Singh Gurpreet, Senapati Sanjib
Department of Biotechnology, Indian Institute of Technology, Madras, Chennai 600036, India.
Biochemistry. 2008 Oct 7;47(40):10657-64. doi: 10.1021/bi8006725. Epub 2008 Sep 12.
The necessity of understanding the detailed mechanism of flap dynamics in designing HIV-1 protease inhibitors is immense. Crystal structures have provided us with a static overview of various conformations of the enzyme, but the existence of strong interplay among various conformations came to the fore only after dynamics studies. Here we elucidate the mechanistic aspects of HIV-1 protease flap closing upon binding inhibitors using all-atom molecular dynamics simulations. The unrestrained simulations reproduced not only the correct inhibitor-bound protease closed structures but also the structural water molecule which is seen in all protease-ligand X-ray structures. The study demonstrates that the structural water plays a critical role in flap closing dynamics by destabilizing the hydrophobic clusters and subsequently by mediating the flap-ligand interactions. Our results corroborate well with prior simulation and experimental findings and, at the same time, provide a molecular level description of the HIV-1 protease flap closing mechanism which can be crucial in the understanding of drug-receptor interactions.

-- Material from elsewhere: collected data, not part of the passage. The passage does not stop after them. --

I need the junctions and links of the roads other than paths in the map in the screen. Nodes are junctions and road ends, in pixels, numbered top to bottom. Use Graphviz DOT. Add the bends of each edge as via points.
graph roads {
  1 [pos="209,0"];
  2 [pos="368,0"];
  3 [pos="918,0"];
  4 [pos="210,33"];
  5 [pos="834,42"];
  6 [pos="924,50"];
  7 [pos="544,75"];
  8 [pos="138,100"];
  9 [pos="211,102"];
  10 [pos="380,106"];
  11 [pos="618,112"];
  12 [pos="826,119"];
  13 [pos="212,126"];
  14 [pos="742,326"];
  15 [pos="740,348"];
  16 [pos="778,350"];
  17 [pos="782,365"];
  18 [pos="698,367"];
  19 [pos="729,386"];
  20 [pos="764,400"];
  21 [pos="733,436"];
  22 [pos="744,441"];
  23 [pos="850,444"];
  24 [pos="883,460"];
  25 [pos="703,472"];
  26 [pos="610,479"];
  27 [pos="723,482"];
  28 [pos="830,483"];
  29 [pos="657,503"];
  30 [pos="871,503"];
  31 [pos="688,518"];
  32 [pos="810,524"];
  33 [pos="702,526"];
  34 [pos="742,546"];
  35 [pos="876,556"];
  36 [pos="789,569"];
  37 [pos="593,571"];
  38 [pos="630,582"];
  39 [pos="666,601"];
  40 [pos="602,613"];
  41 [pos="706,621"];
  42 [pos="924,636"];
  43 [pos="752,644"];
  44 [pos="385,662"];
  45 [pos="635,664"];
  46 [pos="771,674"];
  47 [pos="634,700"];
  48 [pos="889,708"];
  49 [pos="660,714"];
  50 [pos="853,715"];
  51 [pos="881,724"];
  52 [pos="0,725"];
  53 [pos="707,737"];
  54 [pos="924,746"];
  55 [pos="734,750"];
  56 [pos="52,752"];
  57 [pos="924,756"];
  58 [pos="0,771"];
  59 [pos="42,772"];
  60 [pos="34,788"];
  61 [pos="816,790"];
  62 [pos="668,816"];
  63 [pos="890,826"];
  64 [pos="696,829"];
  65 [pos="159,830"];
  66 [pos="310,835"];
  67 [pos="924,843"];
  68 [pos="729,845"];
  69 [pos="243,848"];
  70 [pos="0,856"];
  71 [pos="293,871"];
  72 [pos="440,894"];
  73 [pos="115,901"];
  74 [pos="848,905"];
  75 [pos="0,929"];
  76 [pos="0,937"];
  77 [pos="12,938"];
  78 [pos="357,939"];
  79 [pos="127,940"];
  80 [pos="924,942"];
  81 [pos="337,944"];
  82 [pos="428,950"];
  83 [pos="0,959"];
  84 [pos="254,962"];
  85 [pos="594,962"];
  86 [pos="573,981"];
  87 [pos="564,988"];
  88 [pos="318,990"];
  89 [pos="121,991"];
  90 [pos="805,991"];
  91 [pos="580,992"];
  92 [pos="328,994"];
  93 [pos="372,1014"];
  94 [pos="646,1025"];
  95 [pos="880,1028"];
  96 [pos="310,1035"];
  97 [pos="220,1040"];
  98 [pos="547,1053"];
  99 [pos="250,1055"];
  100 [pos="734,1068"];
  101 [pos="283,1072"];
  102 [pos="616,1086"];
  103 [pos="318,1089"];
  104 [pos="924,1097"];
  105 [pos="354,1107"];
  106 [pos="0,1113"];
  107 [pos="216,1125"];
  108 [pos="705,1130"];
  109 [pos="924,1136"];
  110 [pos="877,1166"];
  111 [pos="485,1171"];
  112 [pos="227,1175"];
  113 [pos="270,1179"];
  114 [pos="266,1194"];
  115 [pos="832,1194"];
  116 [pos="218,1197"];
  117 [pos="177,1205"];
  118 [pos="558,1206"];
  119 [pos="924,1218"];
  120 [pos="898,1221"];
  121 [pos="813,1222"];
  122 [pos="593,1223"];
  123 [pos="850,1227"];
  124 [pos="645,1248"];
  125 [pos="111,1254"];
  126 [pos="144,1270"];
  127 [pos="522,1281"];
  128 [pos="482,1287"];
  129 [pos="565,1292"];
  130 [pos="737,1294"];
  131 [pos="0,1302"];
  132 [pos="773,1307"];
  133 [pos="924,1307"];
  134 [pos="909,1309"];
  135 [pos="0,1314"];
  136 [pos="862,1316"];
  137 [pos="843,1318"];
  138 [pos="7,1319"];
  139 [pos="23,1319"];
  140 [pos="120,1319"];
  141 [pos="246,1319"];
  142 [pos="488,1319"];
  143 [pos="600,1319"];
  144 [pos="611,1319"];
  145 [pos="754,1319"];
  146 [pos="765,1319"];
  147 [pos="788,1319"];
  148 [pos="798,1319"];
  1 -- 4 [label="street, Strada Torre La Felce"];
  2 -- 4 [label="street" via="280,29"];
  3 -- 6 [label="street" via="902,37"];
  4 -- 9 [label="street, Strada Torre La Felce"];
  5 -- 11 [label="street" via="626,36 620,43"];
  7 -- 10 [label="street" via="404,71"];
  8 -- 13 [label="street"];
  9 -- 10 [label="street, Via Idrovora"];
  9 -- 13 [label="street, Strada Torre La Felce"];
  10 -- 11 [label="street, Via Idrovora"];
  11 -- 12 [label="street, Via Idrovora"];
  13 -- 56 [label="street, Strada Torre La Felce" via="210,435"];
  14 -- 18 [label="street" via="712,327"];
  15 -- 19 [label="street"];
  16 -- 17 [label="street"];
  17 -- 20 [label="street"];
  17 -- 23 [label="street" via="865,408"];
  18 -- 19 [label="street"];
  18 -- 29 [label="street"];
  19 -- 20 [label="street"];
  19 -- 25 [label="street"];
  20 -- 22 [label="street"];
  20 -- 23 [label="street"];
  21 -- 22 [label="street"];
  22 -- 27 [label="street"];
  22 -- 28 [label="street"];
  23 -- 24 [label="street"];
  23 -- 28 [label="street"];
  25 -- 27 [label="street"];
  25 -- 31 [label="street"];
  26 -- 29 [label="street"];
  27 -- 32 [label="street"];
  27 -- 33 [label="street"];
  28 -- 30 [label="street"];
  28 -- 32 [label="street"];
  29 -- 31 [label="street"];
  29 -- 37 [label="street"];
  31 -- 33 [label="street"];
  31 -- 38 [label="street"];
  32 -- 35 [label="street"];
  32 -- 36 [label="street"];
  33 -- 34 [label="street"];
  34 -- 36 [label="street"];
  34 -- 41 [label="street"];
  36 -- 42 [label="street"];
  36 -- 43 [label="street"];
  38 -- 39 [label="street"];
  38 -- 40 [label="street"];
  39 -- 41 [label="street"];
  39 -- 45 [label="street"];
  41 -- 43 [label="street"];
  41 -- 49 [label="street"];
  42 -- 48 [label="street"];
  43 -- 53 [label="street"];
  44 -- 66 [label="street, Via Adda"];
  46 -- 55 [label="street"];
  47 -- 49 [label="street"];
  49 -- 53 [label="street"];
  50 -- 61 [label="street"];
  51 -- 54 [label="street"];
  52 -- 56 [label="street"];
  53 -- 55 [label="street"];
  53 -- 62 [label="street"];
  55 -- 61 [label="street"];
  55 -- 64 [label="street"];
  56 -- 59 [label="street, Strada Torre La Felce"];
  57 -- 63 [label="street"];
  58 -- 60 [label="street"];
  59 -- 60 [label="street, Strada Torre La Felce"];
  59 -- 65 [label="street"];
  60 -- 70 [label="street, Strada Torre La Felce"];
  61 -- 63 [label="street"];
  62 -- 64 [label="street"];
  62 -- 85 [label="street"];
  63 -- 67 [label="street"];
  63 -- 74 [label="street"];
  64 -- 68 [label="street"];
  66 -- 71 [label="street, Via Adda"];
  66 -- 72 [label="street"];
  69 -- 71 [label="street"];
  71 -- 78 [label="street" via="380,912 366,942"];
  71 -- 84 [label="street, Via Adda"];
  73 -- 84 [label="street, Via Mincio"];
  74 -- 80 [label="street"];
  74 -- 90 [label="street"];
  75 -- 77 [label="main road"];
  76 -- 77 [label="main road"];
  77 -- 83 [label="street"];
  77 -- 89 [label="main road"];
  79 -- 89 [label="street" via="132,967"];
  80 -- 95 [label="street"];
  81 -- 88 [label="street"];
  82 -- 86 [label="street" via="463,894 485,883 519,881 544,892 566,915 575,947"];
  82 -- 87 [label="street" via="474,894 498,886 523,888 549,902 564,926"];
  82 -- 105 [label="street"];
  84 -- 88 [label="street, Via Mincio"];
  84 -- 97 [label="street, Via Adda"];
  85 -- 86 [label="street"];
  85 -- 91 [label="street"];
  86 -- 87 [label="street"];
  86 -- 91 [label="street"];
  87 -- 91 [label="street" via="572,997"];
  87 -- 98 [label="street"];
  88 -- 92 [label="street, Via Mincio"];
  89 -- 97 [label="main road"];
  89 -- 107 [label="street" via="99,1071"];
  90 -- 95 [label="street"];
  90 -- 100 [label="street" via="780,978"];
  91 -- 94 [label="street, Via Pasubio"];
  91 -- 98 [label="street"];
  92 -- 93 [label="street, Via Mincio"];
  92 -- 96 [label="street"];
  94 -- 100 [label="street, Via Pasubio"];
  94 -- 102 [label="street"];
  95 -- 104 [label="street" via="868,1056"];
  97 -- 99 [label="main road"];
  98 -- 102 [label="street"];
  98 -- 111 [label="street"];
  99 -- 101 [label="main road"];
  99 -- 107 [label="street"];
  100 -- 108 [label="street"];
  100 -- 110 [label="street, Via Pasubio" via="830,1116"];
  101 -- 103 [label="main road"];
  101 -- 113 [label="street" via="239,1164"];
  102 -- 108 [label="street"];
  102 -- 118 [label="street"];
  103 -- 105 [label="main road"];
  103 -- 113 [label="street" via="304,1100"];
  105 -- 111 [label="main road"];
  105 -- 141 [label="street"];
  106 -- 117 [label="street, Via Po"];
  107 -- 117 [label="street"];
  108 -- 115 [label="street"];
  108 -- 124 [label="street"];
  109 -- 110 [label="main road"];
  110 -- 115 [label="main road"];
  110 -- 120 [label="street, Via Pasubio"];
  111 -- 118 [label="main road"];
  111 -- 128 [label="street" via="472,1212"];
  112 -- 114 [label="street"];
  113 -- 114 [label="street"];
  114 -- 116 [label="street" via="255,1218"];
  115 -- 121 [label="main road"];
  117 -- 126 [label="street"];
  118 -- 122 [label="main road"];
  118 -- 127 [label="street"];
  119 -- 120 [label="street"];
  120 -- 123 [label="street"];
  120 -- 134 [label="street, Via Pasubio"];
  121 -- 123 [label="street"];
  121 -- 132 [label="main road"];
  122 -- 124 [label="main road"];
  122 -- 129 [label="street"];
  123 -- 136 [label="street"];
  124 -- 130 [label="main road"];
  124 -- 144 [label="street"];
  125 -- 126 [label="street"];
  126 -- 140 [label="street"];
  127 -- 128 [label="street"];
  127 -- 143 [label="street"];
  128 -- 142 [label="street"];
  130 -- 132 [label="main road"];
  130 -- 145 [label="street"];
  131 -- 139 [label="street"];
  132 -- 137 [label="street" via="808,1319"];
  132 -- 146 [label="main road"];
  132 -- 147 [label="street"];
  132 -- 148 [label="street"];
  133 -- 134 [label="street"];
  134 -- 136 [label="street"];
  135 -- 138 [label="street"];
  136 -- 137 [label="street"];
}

在设计HIV-1蛋白酶抑制剂时,深入了解蛋白酶活性位点动态变化的详细机制至关重要。晶体结构为我们提供了该酶各种构象的静态概况,但只有在进行动力学研究之后,各种构象之间强烈的相互作用才得以显现。在这里,我们使用全原子分子动力学模拟阐明了HIV-1蛋白酶在结合抑制剂时活性位点关闭的机制。无约束模拟不仅重现了正确的抑制剂结合蛋白酶的关闭结构,还重现了所有蛋白酶-配体X射线结构中都可见的结构水分子。该研究表明,结构水分子通过破坏疏水簇的稳定性并随后介导活性位点与配体的相互作用,在活性位点关闭动力学中起关键作用。我们的结果与先前的模拟和实验结果高度吻合,同时提供了HIV-1蛋白酶活性位点关闭机制的分子水平描述,这对于理解药物-受体相互作用可能至关重要。